Samuel Merritt University (SMU) Professor Pamela Minarik, PhD, has been fascinated by why people think and feel the way they do since she was in high school. She also knew from an early age that she wanted to travel the world. Those interests led her to become an international leader in psychiatric nursing. 

This year, Minarik was awarded the 2018 Living Legend Award from the International Society of Psychiatric Mental Health Nurses. 

“It was just amazing to be recognized at that level,” she says. 

Soon after, Minarik also received a Distinguished Service Award during the 20th-anniversary celebration at Aomori University of Health and Welfare, one of the Japanese universities where she teaches advanced practice nursing courses each summer. 

Minarik, a faculty member on SMU’s San Francisco Peninsula campus, teaches in the Accelerated Bachelor of Science in Nursing and Doctor of Nursing Practice programs.

She traces her interest in mental health nursing to her undergraduate years.
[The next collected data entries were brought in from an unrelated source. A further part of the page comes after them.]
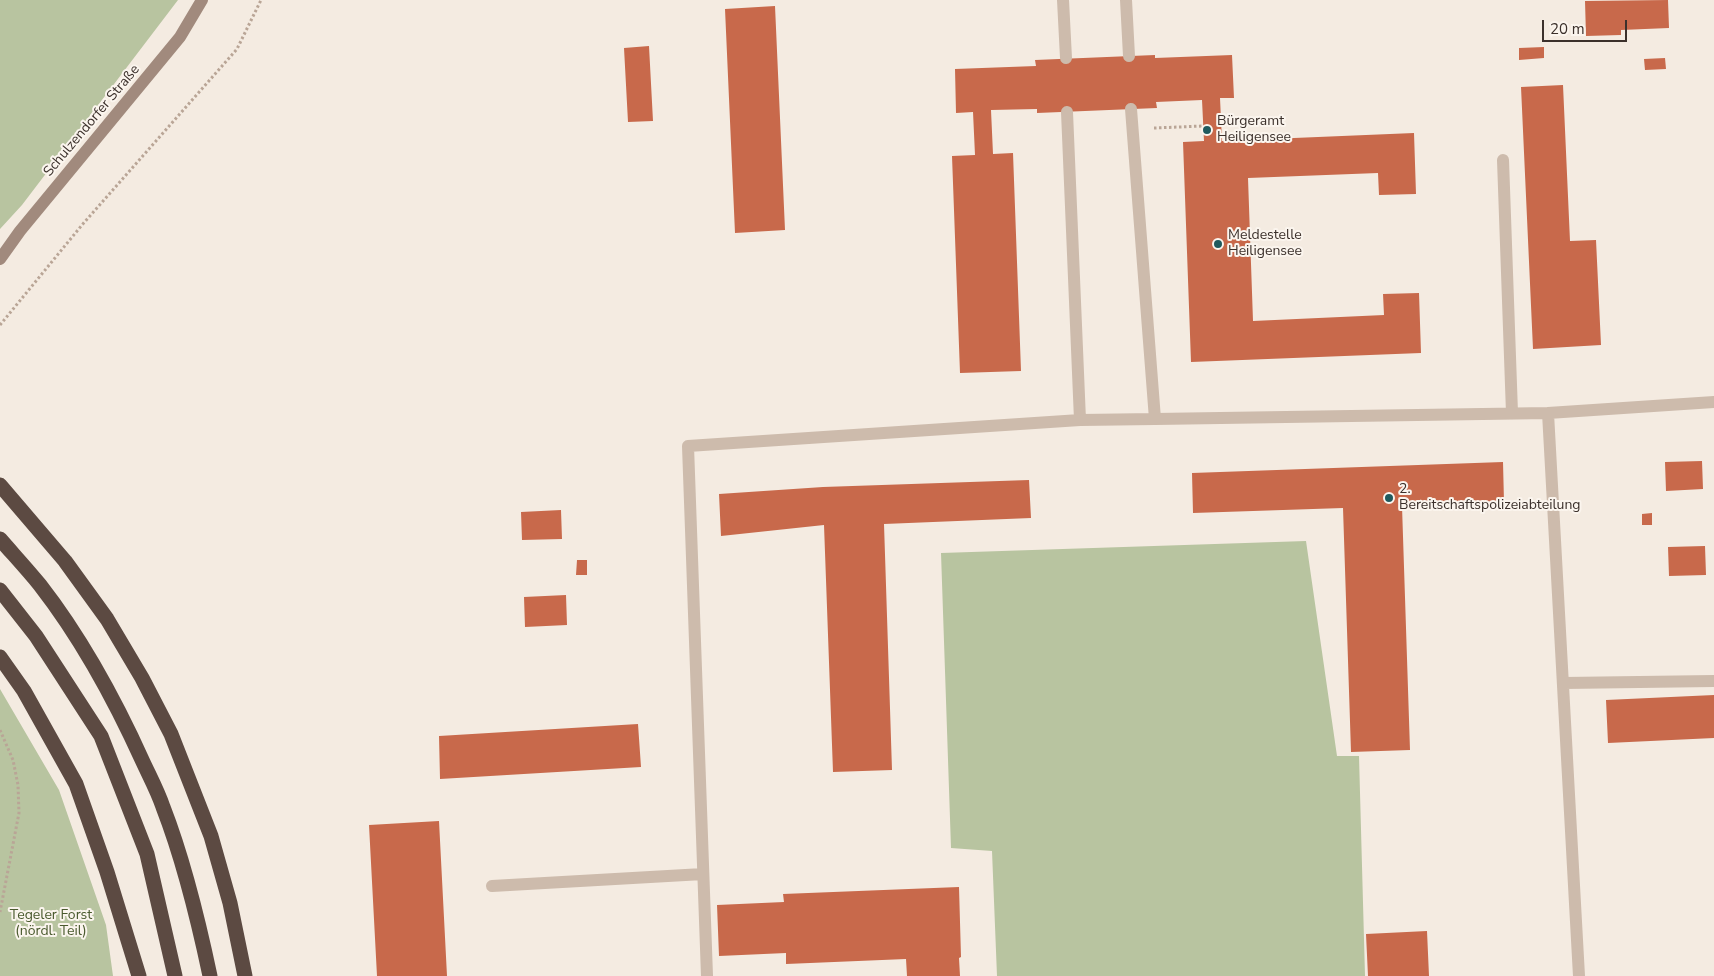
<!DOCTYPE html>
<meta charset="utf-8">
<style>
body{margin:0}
#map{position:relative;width:1714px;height:976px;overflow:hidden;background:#f4ebe1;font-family:"Nunito Sans",sans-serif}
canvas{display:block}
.scale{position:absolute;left:1542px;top:20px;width:85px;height:22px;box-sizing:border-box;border:2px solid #3b302b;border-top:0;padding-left:6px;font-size:15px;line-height:18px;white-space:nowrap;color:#3b302b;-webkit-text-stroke:4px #fbf5ee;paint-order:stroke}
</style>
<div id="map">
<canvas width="1714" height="976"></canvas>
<div class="scale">20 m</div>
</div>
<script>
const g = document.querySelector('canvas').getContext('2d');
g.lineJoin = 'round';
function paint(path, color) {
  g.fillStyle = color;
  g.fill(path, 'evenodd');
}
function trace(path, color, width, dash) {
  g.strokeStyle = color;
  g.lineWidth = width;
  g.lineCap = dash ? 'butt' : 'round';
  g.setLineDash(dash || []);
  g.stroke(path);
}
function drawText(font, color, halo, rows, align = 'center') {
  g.font = font + ' "Nunito Sans",sans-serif';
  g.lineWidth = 4;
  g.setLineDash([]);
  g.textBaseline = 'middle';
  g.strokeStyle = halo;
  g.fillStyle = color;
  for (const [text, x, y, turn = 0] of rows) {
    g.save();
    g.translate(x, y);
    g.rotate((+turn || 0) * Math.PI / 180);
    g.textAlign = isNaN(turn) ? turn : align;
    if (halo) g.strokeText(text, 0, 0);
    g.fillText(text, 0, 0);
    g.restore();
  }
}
paint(new Path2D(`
 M 0,0 L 178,0 L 22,205 L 0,229 Z
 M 1306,541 L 1337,756 L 1359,756 L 1365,976 L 997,976 L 992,851 L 951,848 L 941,553 Z
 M 0,689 L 59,790 L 106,925 L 113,976 L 0,976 Z`), '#b8c4a0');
paint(new Path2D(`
 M 1668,0 L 1669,28 L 1621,30 L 1621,35 L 1586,36 L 1585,1 Z
 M 775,6 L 785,230 L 735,233 L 725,9 Z
 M 649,46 L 653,121 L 628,122 L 624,48 Z
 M 1544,47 L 1544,58 L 1519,60 L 1519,48 Z
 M 1155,55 L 1155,58 L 1232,55 L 1234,98 L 1220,98 L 1222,141 L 1414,133 L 1416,194 L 1379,195 L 1378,173 L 1248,178 L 1253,321 L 1384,315 L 1383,294 L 1419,293 L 1421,353 L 1191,362 L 1183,142 L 1204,141 L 1202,100 L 1156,102 L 1157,108 L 1037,113 L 1037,109 L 991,110 L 993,154 L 1013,153 L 1021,371 L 960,373 L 952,156 L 975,155 L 973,112 L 956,113 L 955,69 L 1036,66 L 1035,60 Z
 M 1665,58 L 1666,69 L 1645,70 L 1644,59 Z
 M 1563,85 L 1570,241 L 1596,240 L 1601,345 L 1533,349 L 1521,87 Z
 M 1702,461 L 1703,489 L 1666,491 L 1665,462 Z
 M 1503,462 L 1504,502 L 1402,506 L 1410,750 L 1351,752 L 1343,508 L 1193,513 L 1192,473 Z
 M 1029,480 L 1031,518 L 884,524 L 892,770 L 833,772 L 824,525 L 721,536 L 719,494 L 823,487 Z
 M 561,510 L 562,539 L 522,540 L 521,512 Z
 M 1652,513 L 1652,525 L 1642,525 L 1642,514 Z
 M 1705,546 L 1706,575 L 1669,576 L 1668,547 Z
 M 577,560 L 587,560 L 587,575 L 576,575 Z
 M 566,595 L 567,625 L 525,627 L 524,597 Z
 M 1714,695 L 1714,738 L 1608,743 L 1606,700 Z
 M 638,724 L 641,767 L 440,779 L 439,736 Z
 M 439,821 L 447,976 L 377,976 L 369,825 Z
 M 959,887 L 961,957 L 959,958 L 960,976 L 907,976 L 906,959 L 786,964 L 786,953 L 719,956 L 717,905 L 784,902 L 783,894 Z
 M 1427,931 L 1429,976 L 1368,976 L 1366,934 Z`), '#c8694b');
trace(new Path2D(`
 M 1154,128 L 1203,126
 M 0,325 L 82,225 L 237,49 L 261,0
 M 0,730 L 13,760 L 18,785 L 19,813 L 0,912`), '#b9a596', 3, [2.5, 2.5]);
trace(new Path2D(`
 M 1063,0 L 1066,58
 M 1126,0 L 1129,56
 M 1131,109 L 1155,419 L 1548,413 L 1579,976
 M 1503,160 L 1512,413
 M 1548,413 L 1714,402
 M 1080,420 L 1155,419
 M 1564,683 L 1714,681
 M 492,886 L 703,874
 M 707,976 L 688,446 L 1080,420 L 1067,112`), '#cdbbac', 12);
trace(new Path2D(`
 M 0,259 L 20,231 L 180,37 L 202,0`), '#a18a7d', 12);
trace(new Path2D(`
 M 0,485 L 65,561 L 107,619 L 142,678 L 171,734 L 211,836 L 230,903 L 245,976
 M 0,539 C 13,554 27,569 40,585 C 82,639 115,700 143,762 C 150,777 158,792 163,807 C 184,861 198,919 210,976
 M 0,590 L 36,636 L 101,736 L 147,854 L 175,976
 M 0,657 L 24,691 L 76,784 L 107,872 L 139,976`), '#5c4a42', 15);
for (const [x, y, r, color] of [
 [1207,130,5,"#1f5a5e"],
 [1218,244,5,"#1f5a5e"],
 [1389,498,5,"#1f5a5e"]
]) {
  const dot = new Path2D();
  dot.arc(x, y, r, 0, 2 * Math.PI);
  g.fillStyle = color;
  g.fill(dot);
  trace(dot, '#fbf5ee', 2);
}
drawText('14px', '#3b302b', '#fbf5ee', [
 ["Schulzendorfer Straße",92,121,-50]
]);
drawText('14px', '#3b302b', '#fbf5ee', [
 ["Bürgeramt",1217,122],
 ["Heiligensee",1217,138],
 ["Meldestelle",1228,236],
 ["Heiligensee",1228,252],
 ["2.",1399,490],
 ["Bereitschaftspolizeiabteilung",1399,506]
], 'left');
drawText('14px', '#4a5a2e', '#fbf5ee', [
 ["Tegeler Forst",51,916],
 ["(nördl. Teil)",51,932]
]);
</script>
Minarik considered becoming a psychiatrist and pursued pre-med courses, but she soon found that the science courses had little to do with people and felt unsatisfied. A friend suggested she pursue a career in nursing.

“I found nursing school fabulous,” she says. “I really loved it.”

It was during her clinical rotations that she found her niche.

“I wanted to help people who were physically ill understand their situation and how to cope with it,” she says.

A few years after earning her bachelor’s degree in nursing, Minarik put all of her belongings in storage and flew to Europe for a planned six-month stay. She ended up staying for more than three years.

During that time in the 1970s, she took a job with the U.S. Army in Germany as a nurse in a drug detoxification unit. She said the experience expanded her view of the military — she had been a Vietnam War protester — as well as upending her assumptions about Germany, which she had previously associated only with the Holocaust.

Her affinity for Japan began when she was a graduate student at the University of California, San Francisco. She tutored two Japanese doctoral students in psychiatric nursing courses to help them navigate English language challenges. 

After Minarik was hired by UCSF as a clinical nurse specialist to provide psychiatric mental health care and education to providers and patients, she consulted with one of those students on a case involving a Japanese man with a debilitating neurological illness. Though hospital nurses thought the patient was depressed, Minarik and her colleague determined that he did not meet the criteria for major depression and that his cultural background led him to be overly dependent on his wife. They devised a plan to encourage him to do more for himself and it worked.

“I was really glad how effective it was,” says Minarik, who published an article about the case.

In the meantime, her colleague created a new psychiatric graduate nursing program at a Tokyo nursing school and recruited Minarik at UCSF to train a Japanese student who would go on to pioneer the same psychiatric consulting liaison role at a hospital in Japan. Soon she was traveling to Japan to make presentations and helping to train other nurses to help patients better cope with the psychological impacts of physical illness.

Since 2003, Minarik has made annual teaching trips to the East Asian country and helped SMU establish an exchange program with Seirei Christopher University’s School of Nursing.

“I love the Japanese people and culture. They have so much to teach us,” she says. “Their main value is harmony between people and with nature. There is so much we can learn from them.”